Arianna Cappellini was born in a small town, near the Tuscan city of Pistoia. Their parents who wanted to redeem themselves from a state of simplicity and poverty. Two “lions” she said, two ambitious, united and fighting people. Their determination brought to the birth of a company producing sofas and armchairs, which slowly, in the 70s, led them to reach a status quo since always desidered. Both passed away between 2019 and 2020, leaving a deep void behind, and a great legacy: the desire to do something, to create something for themselves.

“I started working on my project, after almost 20 years work as a styling-artbuyer, in short as the one who works alongside the photographer for the creation of photographic images for various sales catalogs, for furniture field customers. It was and it is a fun and very, very creative job. It is about recreating small or large environments around the object, protagonist of the scene, researching the decorative elements called “props”. I had to go for shops, for warehouses, for companies, always looking for the right object to create the right atmosphere. Often it happened to me to also design the entire catalog and the various photo shots.

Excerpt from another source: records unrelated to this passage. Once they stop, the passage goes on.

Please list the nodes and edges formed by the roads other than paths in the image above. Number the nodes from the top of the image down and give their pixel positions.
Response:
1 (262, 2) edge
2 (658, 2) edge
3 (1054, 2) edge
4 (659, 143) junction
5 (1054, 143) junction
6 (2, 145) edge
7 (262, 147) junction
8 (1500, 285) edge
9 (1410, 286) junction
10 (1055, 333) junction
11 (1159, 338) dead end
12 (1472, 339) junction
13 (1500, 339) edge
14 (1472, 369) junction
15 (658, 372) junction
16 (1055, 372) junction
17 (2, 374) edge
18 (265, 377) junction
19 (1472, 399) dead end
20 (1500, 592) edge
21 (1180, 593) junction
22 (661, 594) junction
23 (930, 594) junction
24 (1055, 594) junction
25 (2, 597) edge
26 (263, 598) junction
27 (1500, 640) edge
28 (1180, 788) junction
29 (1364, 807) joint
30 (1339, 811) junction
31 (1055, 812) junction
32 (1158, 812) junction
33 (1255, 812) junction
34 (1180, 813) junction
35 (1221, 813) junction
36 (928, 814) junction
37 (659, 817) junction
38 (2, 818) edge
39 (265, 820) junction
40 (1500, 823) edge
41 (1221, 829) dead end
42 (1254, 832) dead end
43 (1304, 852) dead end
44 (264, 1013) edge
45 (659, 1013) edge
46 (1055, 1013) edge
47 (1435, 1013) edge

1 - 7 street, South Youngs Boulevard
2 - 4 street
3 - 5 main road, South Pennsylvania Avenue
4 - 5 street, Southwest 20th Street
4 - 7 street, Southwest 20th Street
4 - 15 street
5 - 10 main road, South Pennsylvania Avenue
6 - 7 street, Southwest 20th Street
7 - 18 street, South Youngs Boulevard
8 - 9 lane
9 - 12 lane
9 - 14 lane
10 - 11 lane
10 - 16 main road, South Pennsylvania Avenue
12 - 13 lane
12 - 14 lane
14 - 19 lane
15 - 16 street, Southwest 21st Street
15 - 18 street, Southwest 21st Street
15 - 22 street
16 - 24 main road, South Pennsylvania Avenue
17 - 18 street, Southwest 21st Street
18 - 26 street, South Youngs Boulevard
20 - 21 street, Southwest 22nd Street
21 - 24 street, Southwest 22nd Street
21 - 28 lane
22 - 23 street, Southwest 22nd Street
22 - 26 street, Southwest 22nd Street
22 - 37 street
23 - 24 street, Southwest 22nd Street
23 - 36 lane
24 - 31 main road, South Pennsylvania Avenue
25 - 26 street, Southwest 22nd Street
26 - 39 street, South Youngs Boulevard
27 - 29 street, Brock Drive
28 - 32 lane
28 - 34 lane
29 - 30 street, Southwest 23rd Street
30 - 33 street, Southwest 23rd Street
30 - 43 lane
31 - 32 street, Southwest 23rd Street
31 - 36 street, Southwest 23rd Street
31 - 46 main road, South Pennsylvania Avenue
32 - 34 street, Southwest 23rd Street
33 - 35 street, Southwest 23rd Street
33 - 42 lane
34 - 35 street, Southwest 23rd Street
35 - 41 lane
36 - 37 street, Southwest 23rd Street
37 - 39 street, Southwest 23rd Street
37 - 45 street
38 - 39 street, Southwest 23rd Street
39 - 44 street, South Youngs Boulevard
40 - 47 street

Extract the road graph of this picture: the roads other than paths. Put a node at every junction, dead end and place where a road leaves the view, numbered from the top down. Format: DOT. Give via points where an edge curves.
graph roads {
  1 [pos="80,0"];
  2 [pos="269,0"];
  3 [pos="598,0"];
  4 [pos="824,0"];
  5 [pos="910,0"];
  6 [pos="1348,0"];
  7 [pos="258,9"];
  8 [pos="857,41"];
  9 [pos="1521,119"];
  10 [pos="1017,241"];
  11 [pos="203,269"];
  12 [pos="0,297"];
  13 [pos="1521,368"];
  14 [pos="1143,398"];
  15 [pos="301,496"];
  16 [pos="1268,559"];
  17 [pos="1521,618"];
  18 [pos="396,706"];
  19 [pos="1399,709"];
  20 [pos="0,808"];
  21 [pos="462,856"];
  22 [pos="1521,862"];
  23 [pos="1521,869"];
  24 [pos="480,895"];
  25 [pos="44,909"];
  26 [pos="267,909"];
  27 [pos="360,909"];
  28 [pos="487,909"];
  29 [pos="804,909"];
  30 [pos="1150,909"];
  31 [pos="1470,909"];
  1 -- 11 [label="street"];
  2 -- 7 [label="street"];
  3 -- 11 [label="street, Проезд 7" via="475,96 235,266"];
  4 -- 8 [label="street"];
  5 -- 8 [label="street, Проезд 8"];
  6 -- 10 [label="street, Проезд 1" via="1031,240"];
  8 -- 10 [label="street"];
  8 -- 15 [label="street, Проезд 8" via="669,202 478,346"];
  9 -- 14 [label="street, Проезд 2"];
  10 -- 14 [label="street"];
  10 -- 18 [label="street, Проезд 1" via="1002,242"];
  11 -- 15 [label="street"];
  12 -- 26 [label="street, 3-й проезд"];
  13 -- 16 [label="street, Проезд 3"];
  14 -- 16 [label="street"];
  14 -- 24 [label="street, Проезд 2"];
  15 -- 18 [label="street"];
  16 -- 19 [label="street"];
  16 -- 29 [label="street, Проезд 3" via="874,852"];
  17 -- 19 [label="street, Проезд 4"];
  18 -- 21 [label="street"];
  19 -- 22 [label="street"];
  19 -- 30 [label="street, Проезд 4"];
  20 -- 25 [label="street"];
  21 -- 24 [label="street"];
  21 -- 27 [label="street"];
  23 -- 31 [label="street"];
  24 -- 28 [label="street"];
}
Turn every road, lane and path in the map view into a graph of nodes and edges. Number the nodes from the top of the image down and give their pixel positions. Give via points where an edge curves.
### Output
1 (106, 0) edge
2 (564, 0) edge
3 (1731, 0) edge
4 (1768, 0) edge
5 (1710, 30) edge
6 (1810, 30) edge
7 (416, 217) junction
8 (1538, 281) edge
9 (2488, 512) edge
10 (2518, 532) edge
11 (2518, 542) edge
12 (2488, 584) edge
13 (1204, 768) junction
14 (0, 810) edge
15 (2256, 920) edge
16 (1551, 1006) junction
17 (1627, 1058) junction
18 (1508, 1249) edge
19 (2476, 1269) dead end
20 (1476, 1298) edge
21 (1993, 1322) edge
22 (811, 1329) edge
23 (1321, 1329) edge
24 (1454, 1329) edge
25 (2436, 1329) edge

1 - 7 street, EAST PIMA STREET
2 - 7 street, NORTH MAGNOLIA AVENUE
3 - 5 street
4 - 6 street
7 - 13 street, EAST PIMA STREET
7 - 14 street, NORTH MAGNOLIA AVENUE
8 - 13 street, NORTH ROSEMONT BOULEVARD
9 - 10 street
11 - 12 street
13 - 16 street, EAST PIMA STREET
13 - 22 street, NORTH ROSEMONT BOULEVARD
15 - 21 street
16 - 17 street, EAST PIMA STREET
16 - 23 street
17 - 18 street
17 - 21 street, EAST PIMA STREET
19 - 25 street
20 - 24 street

Around 2018, I felt the need to “do” something for me. During my styling activity, I often used wallpaper, as a decoration, for walls that created the set. It also happened to buy an object made of this material. I was struck by the fact that it was an object of daily use, made with a material that was not really born to be handled, but that was born to be fixed to a wall, and to remain there for the time that is deemed necessary. In 2018, therefore, following this push of “doing something” for me, I started creating small objects: ornamental decorations, earrings, necklaces. But the main goal was to create a special bag, one “adorned” and precious, for women.

Tilde & Flor was born just like this, an entirely fantasy name, female, as well as the name of my bags, all name of artists, singers, painters…”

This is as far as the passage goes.